Dans le cadre de cette ambition réformatrice pour la sécurité sociale, les plus fragiles ont occupé une place toute particulière, en matière de santé, d'autonomie comme de retraite. Afin de mieux couvrir les frais de santé de tous, la loi de financement pour 2019 a permis de fusionner la couverture maladie universelle complémentaire (CMU-C) et l'aide au paiement d'une complémentaire santé en un nouveau dispositif : la complémentaire santé solidaire (C2S). Le présent texte renforce le caractère protecteur de ce dispositif en prévoyant son attribution systématique aux bénéficiaires du RSA et la facilitation de son attribution aux bénéficiaires du minimum vieillesse.

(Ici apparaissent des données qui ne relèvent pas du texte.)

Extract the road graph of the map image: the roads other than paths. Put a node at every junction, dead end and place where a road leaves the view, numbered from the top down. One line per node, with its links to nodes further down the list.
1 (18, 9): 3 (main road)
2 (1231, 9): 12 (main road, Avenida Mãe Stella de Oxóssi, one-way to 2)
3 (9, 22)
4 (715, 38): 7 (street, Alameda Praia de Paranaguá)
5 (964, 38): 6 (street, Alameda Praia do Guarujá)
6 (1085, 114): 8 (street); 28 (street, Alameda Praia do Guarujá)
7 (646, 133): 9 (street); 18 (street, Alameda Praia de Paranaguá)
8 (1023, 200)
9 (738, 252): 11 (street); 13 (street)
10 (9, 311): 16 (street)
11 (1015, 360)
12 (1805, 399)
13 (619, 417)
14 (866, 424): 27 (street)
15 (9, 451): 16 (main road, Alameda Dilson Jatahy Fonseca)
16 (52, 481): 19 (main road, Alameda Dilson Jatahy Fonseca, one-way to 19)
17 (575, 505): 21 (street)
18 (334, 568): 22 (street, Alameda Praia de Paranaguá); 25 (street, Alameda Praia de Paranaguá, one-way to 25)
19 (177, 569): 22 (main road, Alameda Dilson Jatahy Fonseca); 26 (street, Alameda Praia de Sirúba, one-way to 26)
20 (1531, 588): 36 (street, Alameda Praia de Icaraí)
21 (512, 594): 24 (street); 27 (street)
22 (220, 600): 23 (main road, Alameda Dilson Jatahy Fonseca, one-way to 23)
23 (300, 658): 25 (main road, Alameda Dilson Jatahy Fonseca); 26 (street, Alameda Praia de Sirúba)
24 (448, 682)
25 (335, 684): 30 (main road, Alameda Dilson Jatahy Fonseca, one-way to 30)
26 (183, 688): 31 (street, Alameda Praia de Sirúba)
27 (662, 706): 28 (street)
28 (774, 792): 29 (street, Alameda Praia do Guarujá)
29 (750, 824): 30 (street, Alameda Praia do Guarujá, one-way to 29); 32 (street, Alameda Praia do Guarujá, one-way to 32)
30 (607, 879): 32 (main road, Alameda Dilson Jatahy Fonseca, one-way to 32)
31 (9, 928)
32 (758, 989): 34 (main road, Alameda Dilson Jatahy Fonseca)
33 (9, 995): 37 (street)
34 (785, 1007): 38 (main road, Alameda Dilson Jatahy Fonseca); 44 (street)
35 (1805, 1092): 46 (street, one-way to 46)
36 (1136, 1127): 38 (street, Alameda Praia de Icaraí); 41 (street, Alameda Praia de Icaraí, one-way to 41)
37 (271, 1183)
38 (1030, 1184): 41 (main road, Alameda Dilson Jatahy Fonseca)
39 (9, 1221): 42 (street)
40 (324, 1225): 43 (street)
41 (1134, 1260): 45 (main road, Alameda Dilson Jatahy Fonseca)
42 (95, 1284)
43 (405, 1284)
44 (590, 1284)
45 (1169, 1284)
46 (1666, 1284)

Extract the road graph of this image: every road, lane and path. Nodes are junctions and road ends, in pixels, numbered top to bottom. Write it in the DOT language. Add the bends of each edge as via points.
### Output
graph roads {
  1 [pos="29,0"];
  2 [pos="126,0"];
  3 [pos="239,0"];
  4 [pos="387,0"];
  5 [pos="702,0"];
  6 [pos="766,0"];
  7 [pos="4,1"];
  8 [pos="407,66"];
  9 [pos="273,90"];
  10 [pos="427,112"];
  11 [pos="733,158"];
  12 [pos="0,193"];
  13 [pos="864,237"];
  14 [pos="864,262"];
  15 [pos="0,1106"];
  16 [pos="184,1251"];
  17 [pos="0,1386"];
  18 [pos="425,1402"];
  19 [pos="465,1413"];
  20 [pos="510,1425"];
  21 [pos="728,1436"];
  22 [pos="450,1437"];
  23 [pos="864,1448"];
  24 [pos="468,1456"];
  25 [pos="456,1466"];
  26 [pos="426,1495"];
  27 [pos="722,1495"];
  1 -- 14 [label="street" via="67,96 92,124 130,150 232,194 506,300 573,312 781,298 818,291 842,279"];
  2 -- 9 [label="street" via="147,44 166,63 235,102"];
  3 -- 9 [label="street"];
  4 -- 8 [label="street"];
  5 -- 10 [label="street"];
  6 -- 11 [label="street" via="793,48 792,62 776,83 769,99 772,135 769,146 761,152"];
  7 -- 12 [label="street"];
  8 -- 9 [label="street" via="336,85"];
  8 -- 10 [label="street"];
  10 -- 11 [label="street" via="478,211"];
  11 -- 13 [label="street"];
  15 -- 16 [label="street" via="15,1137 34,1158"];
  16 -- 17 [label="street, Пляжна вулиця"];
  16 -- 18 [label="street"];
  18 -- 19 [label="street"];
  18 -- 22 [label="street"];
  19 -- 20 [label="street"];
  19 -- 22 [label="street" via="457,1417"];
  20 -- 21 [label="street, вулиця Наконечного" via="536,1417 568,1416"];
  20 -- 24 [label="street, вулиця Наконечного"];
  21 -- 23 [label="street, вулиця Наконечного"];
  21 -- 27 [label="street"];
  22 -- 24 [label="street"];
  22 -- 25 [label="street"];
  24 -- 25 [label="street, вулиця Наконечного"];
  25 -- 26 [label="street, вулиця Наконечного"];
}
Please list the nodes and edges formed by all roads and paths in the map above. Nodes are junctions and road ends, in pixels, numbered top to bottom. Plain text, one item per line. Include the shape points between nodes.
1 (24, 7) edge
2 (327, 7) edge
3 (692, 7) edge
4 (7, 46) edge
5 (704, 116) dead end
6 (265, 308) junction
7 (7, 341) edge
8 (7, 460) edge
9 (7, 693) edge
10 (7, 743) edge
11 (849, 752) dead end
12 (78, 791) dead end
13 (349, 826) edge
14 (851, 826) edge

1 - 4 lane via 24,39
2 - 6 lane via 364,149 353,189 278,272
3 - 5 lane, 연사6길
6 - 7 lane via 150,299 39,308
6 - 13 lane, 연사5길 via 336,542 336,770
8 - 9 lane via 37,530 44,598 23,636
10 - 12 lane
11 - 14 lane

Ce faisant, la sécurité sociale, transformée par cinq lois ou projets de loi de financement aura continué d'œuvrer à ce qu'elle a de meilleur : diminuer, dans le contexte social et économique qui lui est propre, l'incertitude du lendemain.

Ce bilan, nécessairement partiel, oublierait toutefois une de ses composantes les plus importantes s'il ne rappelait ce que ces cinq années ont apporté à l'exercice de la LFSS. Les heures de débats au sein d'une commission des affaires sociales plus investie que jamais dans son rituel budgétaire et au cours de séances souvent passionnées – et donc passionnantes – témoignent naturellement de sa place incontournable parmi les travaux parlementaires. La force et la sincérité de notre investissement commun ont justifié deux initiatives qui méritent d'être soulignées. Il s'agit d'abord de la création et de l'approfondissement d'un Printemps social de l'évaluation permettant aux commissaires, et plus particulièrement aux rapporteurs de la mission d'évaluation et de contrôle des lois de financement de la sécurité sociale (MECSS), de confronter les objectifs de mesures votées en LFSS à la réalité de leur application sur le terrain.

Il s'agit ensuite des textes organique et ordinaire de mon initiative, destinés à revoir le cadre des lois de financement. Outre des changements importants du contenu des lois de financement et de ses annexes informatives, le nouveau schéma proposé pourrait radicalement modifier nos conditions d'examen. Nous disposerions en effet au printemps d'une loi d'approbation des comptes de la sécurité sociale nourrie d'annexes qualitatives et enrichissant ainsi potentiellement les travaux actuels du Printemps social de l'évaluation. Nous profiterions surtout d'une date de dépôt du projet de loi de financement et de ses annexes anticipée au 1er octobre, sur le modèle du projet de loi de finances, ouvrant la voie à un délai supplémentaire pouvant aller jusqu'à dix jours pour garantir le respect de la qualité et de la sincérité des débats parlementaires.

Je crois en effet sincèrement que c'est par l'amélioration de nos débats que les politiques de sécurité sociale sortiront grandies. Je pense pouvoir dire qu'au-delà de nos désaccords légitimes sur les orientations à prendre, nous nous retrouvons tous dans la volonté sincère de transmettre à nos enfants une sécurité sociale solide, protectrice et humaine.